● Exercise brief
Pick out every line in the data below that holds "COMA".

Exercise inputs Block Start

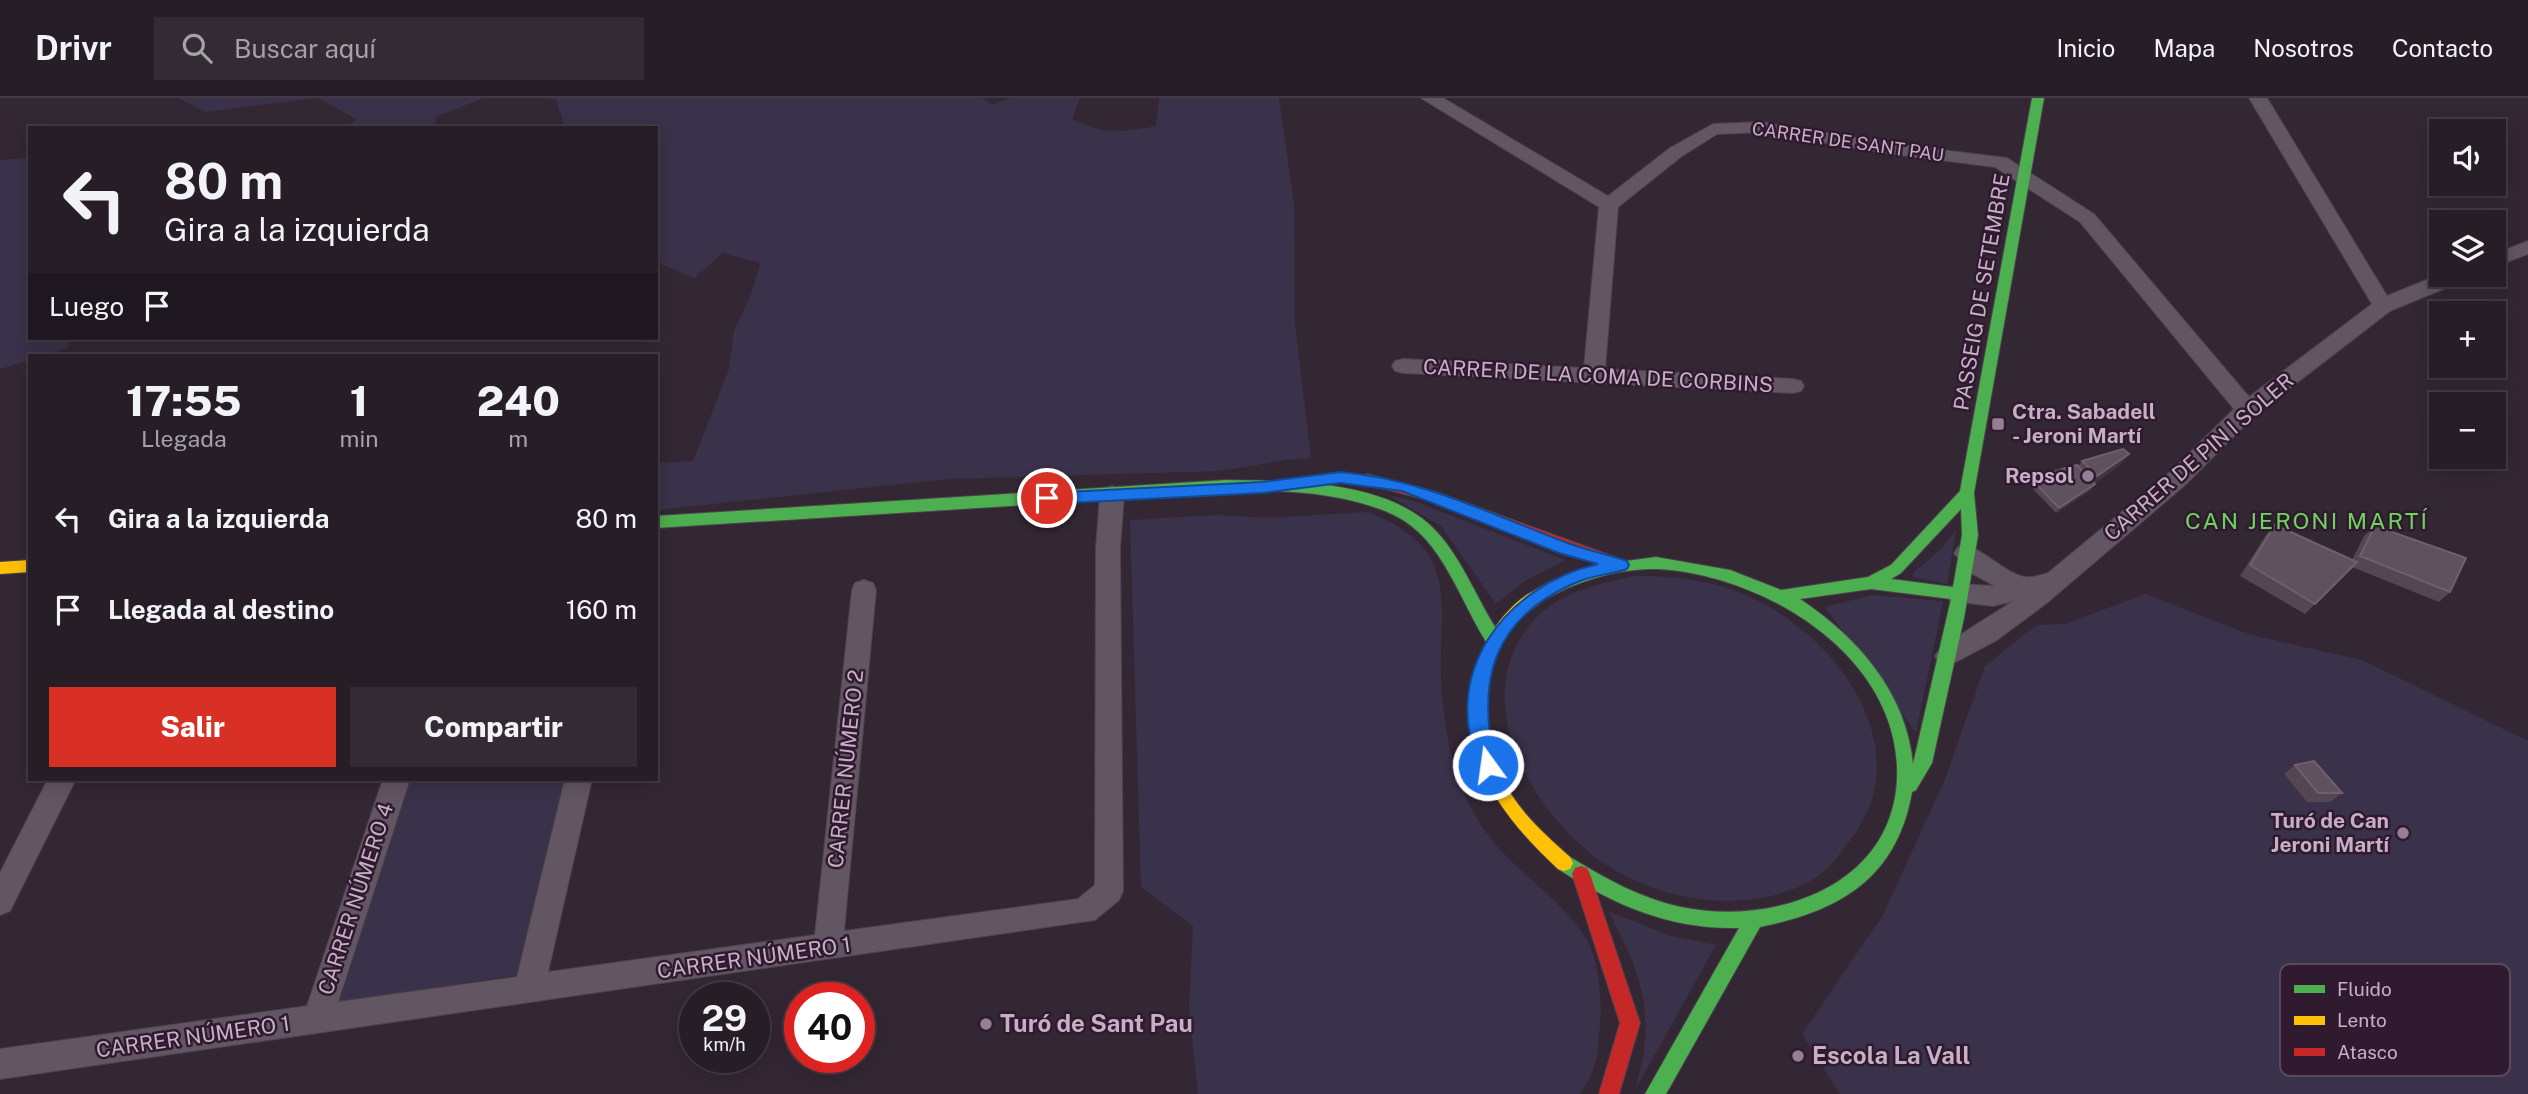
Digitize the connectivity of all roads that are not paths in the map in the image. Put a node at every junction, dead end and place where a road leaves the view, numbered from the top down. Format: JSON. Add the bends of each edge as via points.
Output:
{"nodes":[{"id":1,"x":1430,"y":98,"type":"edge"},
{"id":2,"x":2038,"y":98,"type":"edge"},
{"id":3,"x":2258,"y":98,"type":"edge"},
{"id":4,"x":2025,"y":176,"type":"junction"},
{"id":5,"x":1609,"y":205,"type":"junction"},
{"id":6,"x":2528,"y":247,"type":"edge"},
{"id":7,"x":2506,"y":256,"type":"edge"},
{"id":8,"x":2429,"y":287,"type":"edge"},
{"id":9,"x":2383,"y":306,"type":"junction"},
{"id":10,"x":1403,"y":366,"type":"dead end"},
{"id":11,"x":1594,"y":376,"type":"junction"},
{"id":12,"x":1793,"y":386,"type":"dead end"},
{"id":13,"x":2247,"y":410,"type":"junction"},
{"id":14,"x":1262,"y":488,"type":"junction"},
{"id":15,"x":1967,"y":493,"type":"junction"},
{"id":16,"x":1112,"y":495,"type":"junction"},
{"id":17,"x":658,"y":522,"type":"edge"},
{"id":18,"x":1966,"y":553,"type":"junction"},
{"id":19,"x":1621,"y":565,"type":"junction"},
{"id":20,"x":28,"y":566,"type":"edge"},
{"id":21,"x":0,"y":568,"type":"edge"},
{"id":22,"x":1871,"y":583,"type":"junction"},
{"id":23,"x":2040,"y":585,"type":"junction"},
{"id":24,"x":863,"y":590,"type":"dead end"},
{"id":25,"x":1959,"y":594,"type":"junction"},
{"id":26,"x":1780,"y":596,"type":"junction"},
{"id":27,"x":1495,"y":641,"type":"junction"},
{"id":28,"x":1948,"y":656,"type":"junction"},
{"id":29,"x":61,"y":781,"type":"edge"},
{"id":30,"x":395,"y":781,"type":"edge"},
{"id":31,"x":578,"y":781,"type":"edge"},
{"id":32,"x":1905,"y":794,"type":"junction"},
{"id":33,"x":1581,"y":874,"type":"junction"},
{"id":34,"x":0,"y":902,"type":"edge"},
{"id":35,"x":1754,"y":919,"type":"junction"},
{"id":36,"x":828,"y":947,"type":"junction"},
{"id":37,"x":529,"y":990,"type":"junction"},
{"id":38,"x":317,"y":1020,"type":"junction"},
{"id":39,"x":0,"y":1064,"type":"edge"},
{"id":40,"x":1658,"y":1090,"type":"edge"},
{"id":41,"x":1609,"y":1094,"type":"edge"}],
"edges":[{"from":1,"to":5,"type":"street"},
{"from":2,"to":4,"type":"street","name":"PASSEIG DE SETEMBRE"},
{"from":3,"to":9,"type":"street"},
{"from":4,"to":5,"type":"street","name":"CARRER DE SANT PAU","via":[[2000,162],[1762,127],[1713,129]]},
{"from":4,"to":13,"type":"street","name":"CARRER DE SANT PAU","via":[[2087,218]]},
{"from":4,"to":15,"type":"street","name":"PASSEIG DE SETEMBRE"},
{"from":5,"to":11,"type":"street"},
{"from":6,"to":7,"type":"street"},
{"from":8,"to":9,"type":"street","name":"CARRER DE PIN I SOLER"},
{"from":9,"to":13,"type":"street","name":"CARRER DE PIN I SOLER"},
{"from":10,"to":11,"type":"street","name":"CARRER DE LA COMA DE CORBINS"},
{"from":11,"to":12,"type":"street","name":"CARRER DE LA COMA DE CORBINS"},
{"from":13,"to":23,"type":"street","name":"CARRER DE PIN I SOLER","via":[[2177,479]]},
{"from":14,"to":16,"type":"street"},
{"from":14,"to":19,"type":"street","via":[[1340,477],[1387,482]]},
{"from":14,"to":27,"type":"street","via":[[1340,493],[1399,510],[1426,527],[1484,630]]},
{"from":15,"to":18,"type":"street","name":"PASSEIG DE SETEMBRE","via":[[1970,535]]},
{"from":15,"to":22,"type":"street","via":[[1896,569]]},
{"from":16,"to":17,"type":"street"},
{"from":16,"to":36,"type":"street","name":"CARRER NÚMERO 1","via":[[1108,548],[1109,891],[1085,911]]},
{"from":18,"to":23,"type":"street","via":[[1995,577]]},
{"from":18,"to":25,"type":"street","name":"PASSEIG DE SETEMBRE"},
{"from":19,"to":26,"type":"street","via":[[1656,563],[1710,569]]},
{"from":19,"to":27,"type":"street","via":[[1550,587],[1518,611]]},
{"from":20,"to":21,"type":"street"},
{"from":22,"to":25,"type":"street"},
{"from":22,"to":26,"type":"street"},
{"from":23,"to":25,"type":"street","name":"CARRER DE PIN I SOLER","via":[[1993,596]]},
{"from":23,"to":28,"type":"street","name":"CARRER DE PIN I SOLER","via":[[1987,633]]},
{"from":24,"to":36,"type":"street","name":"CARRER NÚMERO 2"},
{"from":25,"to":28,"type":"street","name":"PASSEIG DE SETEMBRE"},
{"from":26,"to":32,"type":"street","via":[[1843,640],[1880,687],[1902,740]]},
{"from":27,"to":33,"type":"street","via":[[1482,672],[1477,705],[1480,741],[1488,765],[1523,824]]},
{"from":28,"to":32,"type":"street","name":"PASSEIG DE SETEMBRE","via":[[1923,763]]},
{"from":29,"to":34,"type":"street"},
{"from":30,"to":38,"type":"street","name":"CARRER NÚMERO 4"},
{"from":31,"to":37,"type":"street"},
{"from":32,"to":35,"type":"street","via":[[1890,840],[1858,878],[1811,906]]},
{"from":33,"to":35,"type":"street","via":[[1626,899],[1664,911],[1716,920]]},
{"from":33,"to":41,"type":"street","via":[[1630,1023]]},
{"from":35,"to":40,"type":"street"},
{"from":36,"to":37,"type":"street","name":"CARRER NÚMERO 1"},
{"from":37,"to":38,"type":"street","name":"CARRER NÚMERO 1"},
{"from":38,"to":39,"type":"street","name":"CARRER NÚMERO 1"}]}
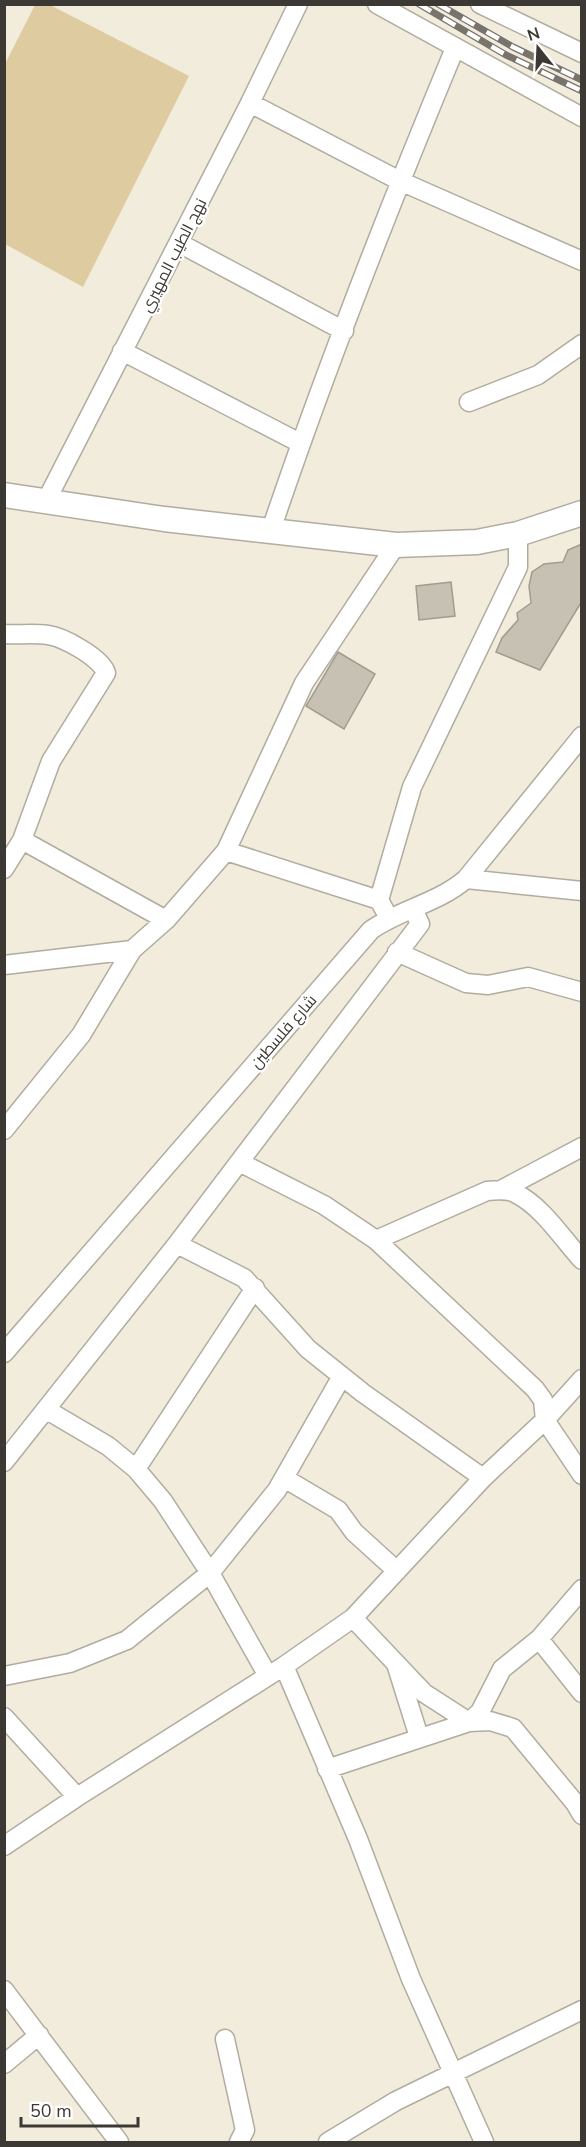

Exercise inputs Block End

● Written response
{"from":10,"to":11,"type":"street","name":"CARRER DE LA COMA DE CORBINS"},
{"from":11,"to":12,"type":"street","name":"CARRER DE LA COMA DE CORBINS"},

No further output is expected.